● **Required action**: Every entry that follows should be written out again exactly.
━━━━━━━━━━━━━━━━━━━━━━━━━━━━━━
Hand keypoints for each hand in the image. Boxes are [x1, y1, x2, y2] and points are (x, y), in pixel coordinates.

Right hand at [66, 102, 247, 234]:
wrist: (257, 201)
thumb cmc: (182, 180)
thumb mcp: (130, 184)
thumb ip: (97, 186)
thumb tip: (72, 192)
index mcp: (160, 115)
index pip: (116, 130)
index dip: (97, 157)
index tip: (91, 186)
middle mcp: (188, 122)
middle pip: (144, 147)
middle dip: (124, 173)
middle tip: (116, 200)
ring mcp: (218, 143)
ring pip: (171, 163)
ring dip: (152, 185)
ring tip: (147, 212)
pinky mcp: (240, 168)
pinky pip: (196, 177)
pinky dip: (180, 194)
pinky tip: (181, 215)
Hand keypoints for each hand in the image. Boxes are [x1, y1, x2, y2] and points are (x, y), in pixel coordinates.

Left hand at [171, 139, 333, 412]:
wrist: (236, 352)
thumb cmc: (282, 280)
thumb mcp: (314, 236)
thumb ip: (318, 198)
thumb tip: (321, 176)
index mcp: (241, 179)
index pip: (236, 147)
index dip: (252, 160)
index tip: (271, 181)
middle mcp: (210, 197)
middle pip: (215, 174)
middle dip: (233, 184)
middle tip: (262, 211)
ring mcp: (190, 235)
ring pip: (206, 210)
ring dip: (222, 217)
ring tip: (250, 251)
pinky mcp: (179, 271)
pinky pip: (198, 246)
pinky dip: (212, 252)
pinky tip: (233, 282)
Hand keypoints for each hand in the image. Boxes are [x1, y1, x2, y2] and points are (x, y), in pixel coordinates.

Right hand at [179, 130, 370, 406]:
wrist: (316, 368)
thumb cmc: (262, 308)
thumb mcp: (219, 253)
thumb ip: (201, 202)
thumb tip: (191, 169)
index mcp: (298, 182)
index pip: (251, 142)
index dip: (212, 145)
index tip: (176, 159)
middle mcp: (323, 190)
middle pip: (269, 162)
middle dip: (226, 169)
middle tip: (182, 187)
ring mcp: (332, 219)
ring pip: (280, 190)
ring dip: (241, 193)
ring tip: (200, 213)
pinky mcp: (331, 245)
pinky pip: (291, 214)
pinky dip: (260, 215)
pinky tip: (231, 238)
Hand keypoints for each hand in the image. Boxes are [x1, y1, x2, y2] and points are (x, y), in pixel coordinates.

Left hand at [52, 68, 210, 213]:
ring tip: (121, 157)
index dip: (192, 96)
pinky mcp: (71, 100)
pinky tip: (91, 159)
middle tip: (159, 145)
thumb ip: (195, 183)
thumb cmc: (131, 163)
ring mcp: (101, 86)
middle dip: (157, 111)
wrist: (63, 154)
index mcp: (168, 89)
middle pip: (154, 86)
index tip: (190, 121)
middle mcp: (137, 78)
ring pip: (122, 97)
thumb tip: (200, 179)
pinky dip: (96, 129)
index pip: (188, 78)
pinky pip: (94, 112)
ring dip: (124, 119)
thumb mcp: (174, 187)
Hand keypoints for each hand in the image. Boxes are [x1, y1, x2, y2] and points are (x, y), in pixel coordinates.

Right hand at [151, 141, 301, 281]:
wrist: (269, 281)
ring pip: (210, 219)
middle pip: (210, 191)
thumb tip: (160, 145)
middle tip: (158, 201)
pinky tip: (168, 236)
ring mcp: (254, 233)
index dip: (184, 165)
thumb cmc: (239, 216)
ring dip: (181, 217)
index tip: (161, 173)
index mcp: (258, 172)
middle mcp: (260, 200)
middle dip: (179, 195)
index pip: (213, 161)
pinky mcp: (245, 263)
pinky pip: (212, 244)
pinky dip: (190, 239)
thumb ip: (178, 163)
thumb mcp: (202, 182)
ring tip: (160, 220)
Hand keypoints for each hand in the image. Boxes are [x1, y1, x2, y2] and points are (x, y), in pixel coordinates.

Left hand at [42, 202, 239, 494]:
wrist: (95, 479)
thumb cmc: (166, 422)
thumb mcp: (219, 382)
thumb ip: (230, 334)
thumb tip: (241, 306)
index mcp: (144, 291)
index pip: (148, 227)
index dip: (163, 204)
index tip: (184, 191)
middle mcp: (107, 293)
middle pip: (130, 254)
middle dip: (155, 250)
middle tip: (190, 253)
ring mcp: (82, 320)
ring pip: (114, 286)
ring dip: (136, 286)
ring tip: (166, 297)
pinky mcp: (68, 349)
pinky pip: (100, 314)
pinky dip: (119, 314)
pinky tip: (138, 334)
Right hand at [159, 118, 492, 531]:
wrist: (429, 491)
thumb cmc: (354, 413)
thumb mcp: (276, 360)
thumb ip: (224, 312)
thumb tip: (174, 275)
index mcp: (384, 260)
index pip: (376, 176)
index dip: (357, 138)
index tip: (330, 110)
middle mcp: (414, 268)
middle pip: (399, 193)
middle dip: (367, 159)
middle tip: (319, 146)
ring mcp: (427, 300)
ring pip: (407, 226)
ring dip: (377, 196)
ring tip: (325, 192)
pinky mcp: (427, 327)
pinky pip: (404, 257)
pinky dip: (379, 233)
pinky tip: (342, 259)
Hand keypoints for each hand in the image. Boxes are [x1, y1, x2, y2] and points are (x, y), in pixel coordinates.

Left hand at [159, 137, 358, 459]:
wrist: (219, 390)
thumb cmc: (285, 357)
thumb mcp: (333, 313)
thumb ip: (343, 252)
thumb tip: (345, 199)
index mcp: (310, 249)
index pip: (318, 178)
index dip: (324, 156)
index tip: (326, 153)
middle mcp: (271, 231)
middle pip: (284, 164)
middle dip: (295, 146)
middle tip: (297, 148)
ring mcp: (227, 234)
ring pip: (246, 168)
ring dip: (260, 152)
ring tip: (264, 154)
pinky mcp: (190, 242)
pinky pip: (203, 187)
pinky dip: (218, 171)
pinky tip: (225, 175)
━━━━━━━━━━━━━━━━━━━━━━━━━━━━━━
● **The answer**:
Hand keypoints for each hand in the image. Boxes are [x1, y1, x2, y2] and points are (x, y), in pixel coordinates.

Right hand at [66, 102, 247, 234]:
wrist: (257, 201)
thumb cmc: (182, 180)
thumb mcp: (130, 184)
thumb ip: (97, 186)
thumb tip: (72, 192)
index mcp: (160, 115)
index pip: (116, 130)
index dip: (97, 157)
index tip: (91, 186)
middle mcp: (188, 122)
middle pip: (144, 147)
middle dip: (124, 173)
middle tip: (116, 200)
ring mcp: (218, 143)
ring pip: (171, 163)
ring dip: (152, 185)
ring tip: (147, 212)
pinky mcp: (240, 168)
pinky pip: (196, 177)
pinky dip: (180, 194)
pinky tip: (181, 215)
Hand keypoints for each hand in the image. Boxes are [x1, y1, x2, y2] and points are (x, y), in pixel coordinates.

Left hand at [171, 139, 333, 412]:
wrist: (236, 352)
thumb cmc: (282, 280)
thumb mcp: (314, 236)
thumb ip: (318, 198)
thumb tip: (321, 176)
index mcp: (241, 179)
index pip: (236, 147)
index dip: (252, 160)
index tip: (271, 181)
middle mcp: (210, 197)
middle pip: (215, 174)
middle dip: (233, 184)
middle tip: (262, 211)
ring mcp: (190, 235)
ring pip: (206, 210)
ring dip: (222, 217)
ring tip: (250, 251)
pinky mcp: (179, 271)
pinky pip: (198, 246)
pinky dip: (212, 252)
pinky tip: (233, 282)
Hand keypoints for each hand in the image. Boxes are [x1, y1, x2, y2] and points are (x, y), in pixel coordinates.

Right hand at [179, 130, 370, 406]:
wrist: (316, 368)
thumb cmc: (262, 308)
thumb mcp: (219, 253)
thumb ip: (201, 202)
thumb tip: (191, 169)
index mcp: (298, 182)
index pip: (251, 142)
index dip: (212, 145)
index tip: (176, 159)
middle mcp: (323, 190)
middle pip: (269, 162)
middle dip: (226, 169)
middle tip: (182, 187)
ring mcp: (332, 219)
ring pip: (280, 190)
ring dip: (241, 193)
ring tip: (200, 213)
pinky mcp: (331, 245)
pinky pip: (291, 214)
pinky dip: (260, 215)
pinky tip: (231, 238)
Hand keypoints for each hand in the image. Boxes are [x1, y1, x2, y2] and points are (x, y), in pixel coordinates.

Left hand at [52, 68, 210, 213]:
ring tip: (121, 157)
index dip: (192, 96)
pinky mcp: (71, 100)
pinky tip: (91, 159)
middle tip: (159, 145)
thumb ip: (195, 183)
thumb cmc: (131, 163)
ring mcp: (101, 86)
middle dip: (157, 111)
wrist: (63, 154)
index mcp: (168, 89)
middle pip: (154, 86)
index tip: (190, 121)
middle mcp: (137, 78)
ring pip: (122, 97)
thumb tip: (200, 179)
pinky dip: (96, 129)
index pip: (188, 78)
pinky pip: (94, 112)
ring dip: (124, 119)
thumb mcp: (174, 187)
Hand keypoints for each hand in the image. Boxes are [x1, y1, x2, y2] and points are (x, y), in pixel coordinates.

Right hand at [151, 141, 301, 281]:
wrist: (269, 281)
ring pip: (210, 219)
middle pip: (210, 191)
thumb tip: (160, 145)
middle tip: (158, 201)
pinky tip: (168, 236)
ring mcp: (254, 233)
index dip: (184, 165)
thumb cmc: (239, 216)
ring dip: (181, 217)
index tip: (161, 173)
index mcp: (258, 172)
middle mcp: (260, 200)
middle dip: (179, 195)
index pip: (213, 161)
pinky mcp: (245, 263)
pinky pip: (212, 244)
pinky dip: (190, 239)
thumb ip: (178, 163)
thumb mcp: (202, 182)
ring tip: (160, 220)
Hand keypoints for each hand in the image. Boxes are [x1, y1, x2, y2] and points are (x, y), in pixel coordinates.

Left hand at [42, 202, 239, 494]:
wrist: (95, 479)
thumb cmc: (166, 422)
thumb mcp: (219, 382)
thumb ip: (230, 334)
thumb tip: (241, 306)
index mcp: (144, 291)
index pip: (148, 227)
index dip: (163, 204)
index tip: (184, 191)
middle mcp: (107, 293)
middle pip: (130, 254)
middle dip: (155, 250)
middle tip: (190, 253)
ring mcp: (82, 320)
ring pip: (114, 286)
ring dip: (136, 286)
ring tip: (166, 297)
pinky mcp: (68, 349)
pinky pip: (100, 314)
pinky dip: (119, 314)
pinky tip: (138, 334)
Right hand at [159, 118, 492, 531]:
wrist: (429, 491)
thumb cmc: (354, 413)
thumb mcp: (276, 360)
thumb ip: (224, 312)
thumb tip: (174, 275)
index mcp: (384, 260)
index pip: (376, 176)
index dip: (357, 138)
index tip: (330, 110)
middle mcp: (414, 268)
middle pip: (399, 193)
middle dip: (367, 159)
middle tip: (319, 146)
ring mcp: (427, 300)
ring pip: (407, 226)
ring dip: (377, 196)
ring tip: (325, 192)
pinky mcp: (427, 327)
pinky pip: (404, 257)
pinky dip: (379, 233)
pinky tip: (342, 259)
Hand keypoints for each hand in the image. Boxes are [x1, y1, x2, y2] and points are (x, y), in pixel coordinates.

Left hand at [159, 137, 358, 459]:
wrist: (219, 390)
thumb cmc: (285, 357)
thumb mcp: (333, 313)
thumb ip: (343, 252)
thumb tip: (345, 199)
index mcp: (310, 249)
index pip: (318, 178)
index dip: (324, 156)
index tip: (326, 153)
middle mcp: (271, 231)
middle pip: (284, 164)
middle dip: (295, 146)
middle tip: (297, 148)
ring mcp: (227, 234)
ring pip: (246, 168)
ring dip: (260, 152)
ring tip: (264, 154)
pinky mcp: (190, 242)
pinky pip: (203, 187)
pinky dip: (218, 171)
pinky tip: (225, 175)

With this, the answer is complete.